* [Try it] Go through the material and copy each line in which the word "Hasan" shows up.

The data section start

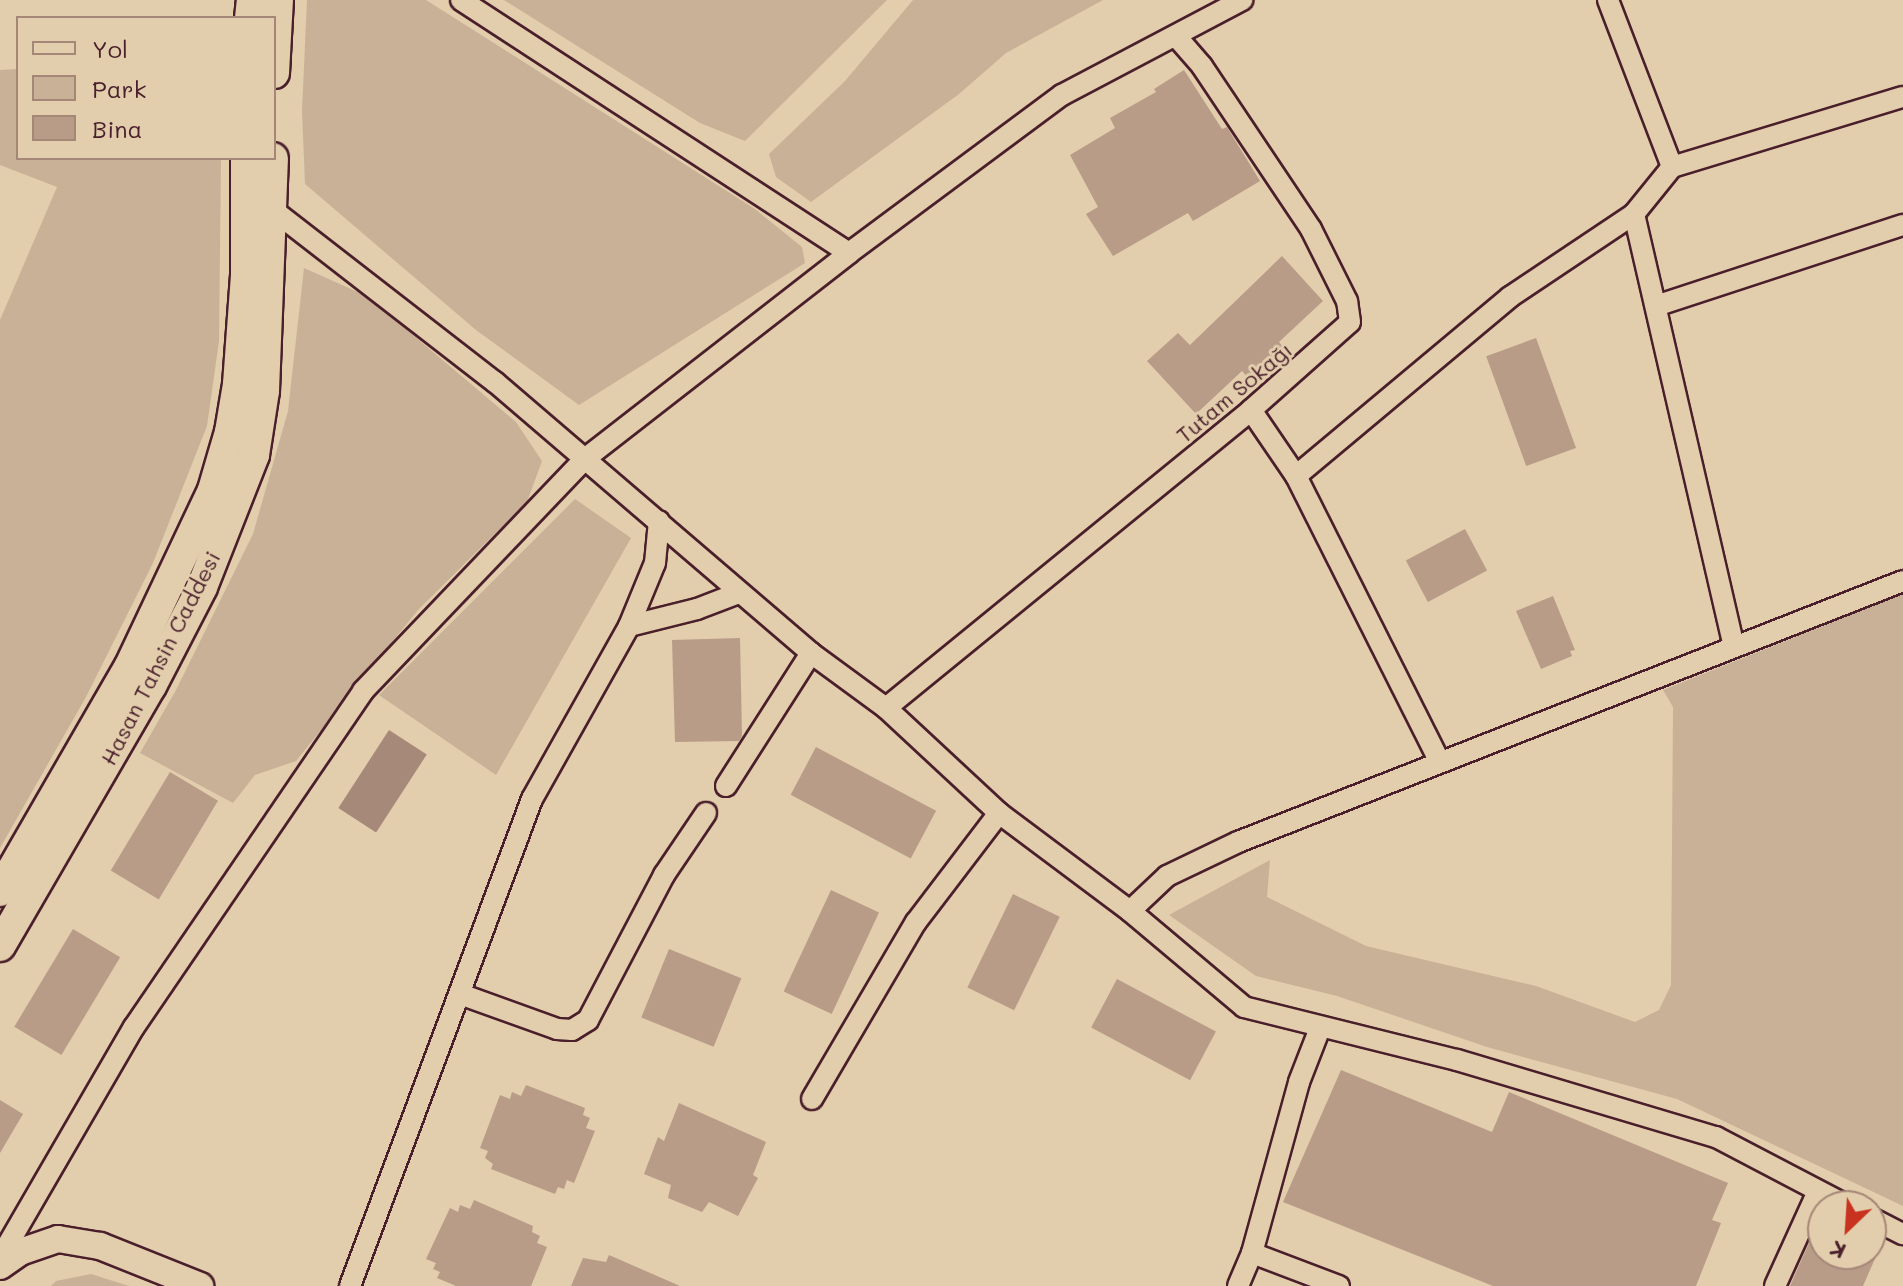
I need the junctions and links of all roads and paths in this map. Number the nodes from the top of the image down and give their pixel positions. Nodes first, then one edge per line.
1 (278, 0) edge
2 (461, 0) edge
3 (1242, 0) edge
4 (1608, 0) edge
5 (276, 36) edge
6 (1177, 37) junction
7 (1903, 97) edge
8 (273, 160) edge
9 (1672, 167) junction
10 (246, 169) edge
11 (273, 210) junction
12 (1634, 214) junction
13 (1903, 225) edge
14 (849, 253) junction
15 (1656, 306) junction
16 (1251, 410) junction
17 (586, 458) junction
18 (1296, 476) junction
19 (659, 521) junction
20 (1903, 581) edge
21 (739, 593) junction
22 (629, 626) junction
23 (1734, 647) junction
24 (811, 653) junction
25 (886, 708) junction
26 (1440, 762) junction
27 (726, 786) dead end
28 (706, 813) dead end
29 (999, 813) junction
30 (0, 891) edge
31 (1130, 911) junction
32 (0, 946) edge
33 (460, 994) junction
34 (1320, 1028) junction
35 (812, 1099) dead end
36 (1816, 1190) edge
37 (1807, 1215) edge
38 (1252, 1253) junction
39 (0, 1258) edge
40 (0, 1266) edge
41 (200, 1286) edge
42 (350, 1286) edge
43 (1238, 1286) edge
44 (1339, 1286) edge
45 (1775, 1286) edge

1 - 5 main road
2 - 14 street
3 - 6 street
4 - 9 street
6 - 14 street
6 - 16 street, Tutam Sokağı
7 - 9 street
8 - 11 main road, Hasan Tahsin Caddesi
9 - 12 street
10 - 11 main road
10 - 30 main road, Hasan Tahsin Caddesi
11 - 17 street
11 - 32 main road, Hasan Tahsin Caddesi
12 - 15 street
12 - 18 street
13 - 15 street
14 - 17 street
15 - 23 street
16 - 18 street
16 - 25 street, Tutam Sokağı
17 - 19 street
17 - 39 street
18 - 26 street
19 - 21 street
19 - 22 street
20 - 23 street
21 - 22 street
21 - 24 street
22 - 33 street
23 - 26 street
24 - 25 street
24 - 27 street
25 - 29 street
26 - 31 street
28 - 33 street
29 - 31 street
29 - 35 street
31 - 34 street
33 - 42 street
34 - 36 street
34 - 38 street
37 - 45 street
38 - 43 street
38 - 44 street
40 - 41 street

The data section end
The data section start

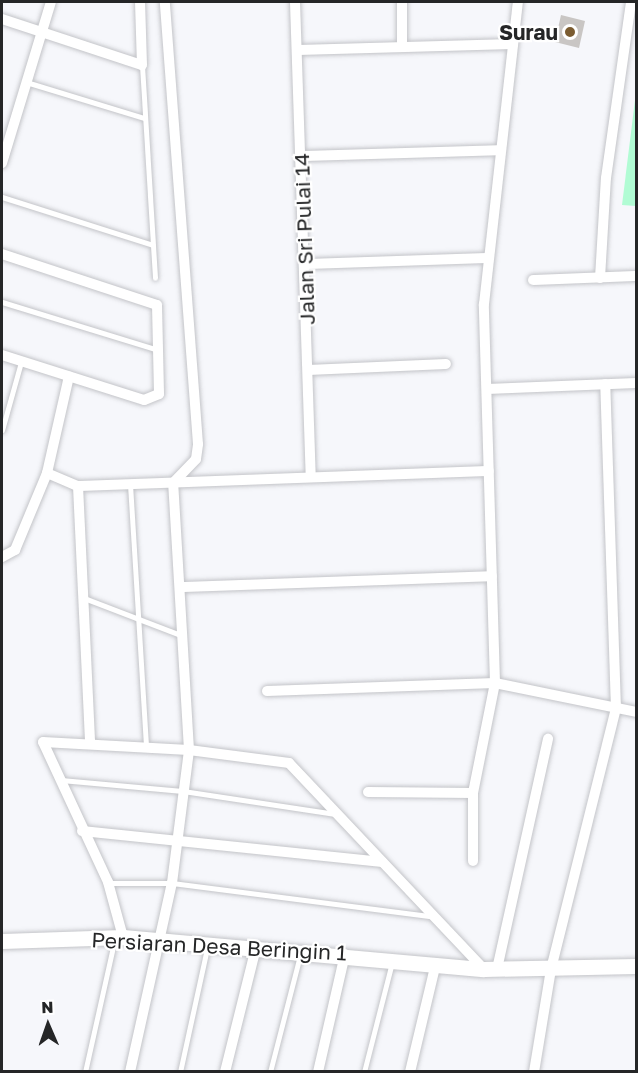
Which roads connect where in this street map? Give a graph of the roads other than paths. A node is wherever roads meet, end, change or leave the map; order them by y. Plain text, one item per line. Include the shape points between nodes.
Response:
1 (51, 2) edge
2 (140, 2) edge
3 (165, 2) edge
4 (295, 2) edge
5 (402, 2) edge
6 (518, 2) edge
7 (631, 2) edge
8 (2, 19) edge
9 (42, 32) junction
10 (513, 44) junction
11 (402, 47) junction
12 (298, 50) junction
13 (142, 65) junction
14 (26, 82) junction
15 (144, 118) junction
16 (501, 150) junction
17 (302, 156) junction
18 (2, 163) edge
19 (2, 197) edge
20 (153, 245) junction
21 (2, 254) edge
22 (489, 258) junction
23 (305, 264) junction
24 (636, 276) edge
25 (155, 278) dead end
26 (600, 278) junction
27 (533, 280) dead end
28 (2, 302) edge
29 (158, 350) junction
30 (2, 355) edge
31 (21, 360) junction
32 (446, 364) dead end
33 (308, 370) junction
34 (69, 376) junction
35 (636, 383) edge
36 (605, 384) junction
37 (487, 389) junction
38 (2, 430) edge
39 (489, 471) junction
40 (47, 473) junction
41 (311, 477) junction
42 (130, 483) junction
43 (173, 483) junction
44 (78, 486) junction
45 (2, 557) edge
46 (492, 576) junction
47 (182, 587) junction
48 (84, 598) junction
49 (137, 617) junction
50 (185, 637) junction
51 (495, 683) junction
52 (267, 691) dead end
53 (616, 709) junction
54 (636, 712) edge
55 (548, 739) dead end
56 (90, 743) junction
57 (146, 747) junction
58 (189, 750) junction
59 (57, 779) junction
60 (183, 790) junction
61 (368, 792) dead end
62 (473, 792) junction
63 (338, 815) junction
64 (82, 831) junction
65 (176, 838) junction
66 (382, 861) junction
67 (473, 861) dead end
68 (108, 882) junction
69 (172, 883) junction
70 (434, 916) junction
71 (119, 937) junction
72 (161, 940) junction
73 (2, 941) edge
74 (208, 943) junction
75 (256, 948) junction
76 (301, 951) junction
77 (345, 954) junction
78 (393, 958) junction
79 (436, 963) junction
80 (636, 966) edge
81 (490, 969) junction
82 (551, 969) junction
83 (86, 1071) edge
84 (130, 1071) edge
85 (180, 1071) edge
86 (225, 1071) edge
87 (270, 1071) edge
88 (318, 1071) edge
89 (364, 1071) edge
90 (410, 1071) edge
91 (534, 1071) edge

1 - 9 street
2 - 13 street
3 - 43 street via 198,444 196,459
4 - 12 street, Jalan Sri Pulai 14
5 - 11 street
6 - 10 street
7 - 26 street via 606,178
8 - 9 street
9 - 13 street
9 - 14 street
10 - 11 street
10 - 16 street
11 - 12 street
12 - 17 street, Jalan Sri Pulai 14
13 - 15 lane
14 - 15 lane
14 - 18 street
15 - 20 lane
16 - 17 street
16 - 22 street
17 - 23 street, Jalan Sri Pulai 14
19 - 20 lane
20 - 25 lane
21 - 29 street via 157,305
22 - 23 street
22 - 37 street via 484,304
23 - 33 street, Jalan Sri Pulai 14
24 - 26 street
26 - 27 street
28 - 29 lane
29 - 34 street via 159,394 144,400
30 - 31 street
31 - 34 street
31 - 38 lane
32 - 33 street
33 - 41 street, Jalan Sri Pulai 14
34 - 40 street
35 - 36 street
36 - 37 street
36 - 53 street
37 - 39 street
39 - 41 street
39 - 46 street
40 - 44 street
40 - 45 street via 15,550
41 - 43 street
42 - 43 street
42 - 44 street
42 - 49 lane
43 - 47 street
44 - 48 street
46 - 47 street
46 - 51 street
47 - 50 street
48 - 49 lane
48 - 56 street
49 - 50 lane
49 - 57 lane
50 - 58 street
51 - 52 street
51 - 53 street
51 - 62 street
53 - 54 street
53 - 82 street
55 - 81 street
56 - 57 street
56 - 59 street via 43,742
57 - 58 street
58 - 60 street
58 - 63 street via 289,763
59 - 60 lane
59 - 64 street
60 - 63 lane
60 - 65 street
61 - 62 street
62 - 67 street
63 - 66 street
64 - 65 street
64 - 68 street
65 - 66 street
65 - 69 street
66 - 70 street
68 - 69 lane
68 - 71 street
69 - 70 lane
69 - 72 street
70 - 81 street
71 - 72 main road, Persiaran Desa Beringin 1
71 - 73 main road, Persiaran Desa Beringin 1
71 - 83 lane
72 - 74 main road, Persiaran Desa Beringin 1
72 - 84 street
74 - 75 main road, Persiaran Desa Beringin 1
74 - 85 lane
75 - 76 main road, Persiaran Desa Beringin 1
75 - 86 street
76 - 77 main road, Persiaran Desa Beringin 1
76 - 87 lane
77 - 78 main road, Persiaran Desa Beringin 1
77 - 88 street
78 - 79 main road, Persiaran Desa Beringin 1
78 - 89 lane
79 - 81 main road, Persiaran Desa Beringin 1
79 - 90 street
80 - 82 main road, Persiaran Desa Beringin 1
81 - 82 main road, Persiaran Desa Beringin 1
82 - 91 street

The data section end

* [Answer section]
8 - 11 main road, Hasan Tahsin Caddesi
10 - 30 main road, Hasan Tahsin Caddesi
11 - 32 main road, Hasan Tahsin Caddesi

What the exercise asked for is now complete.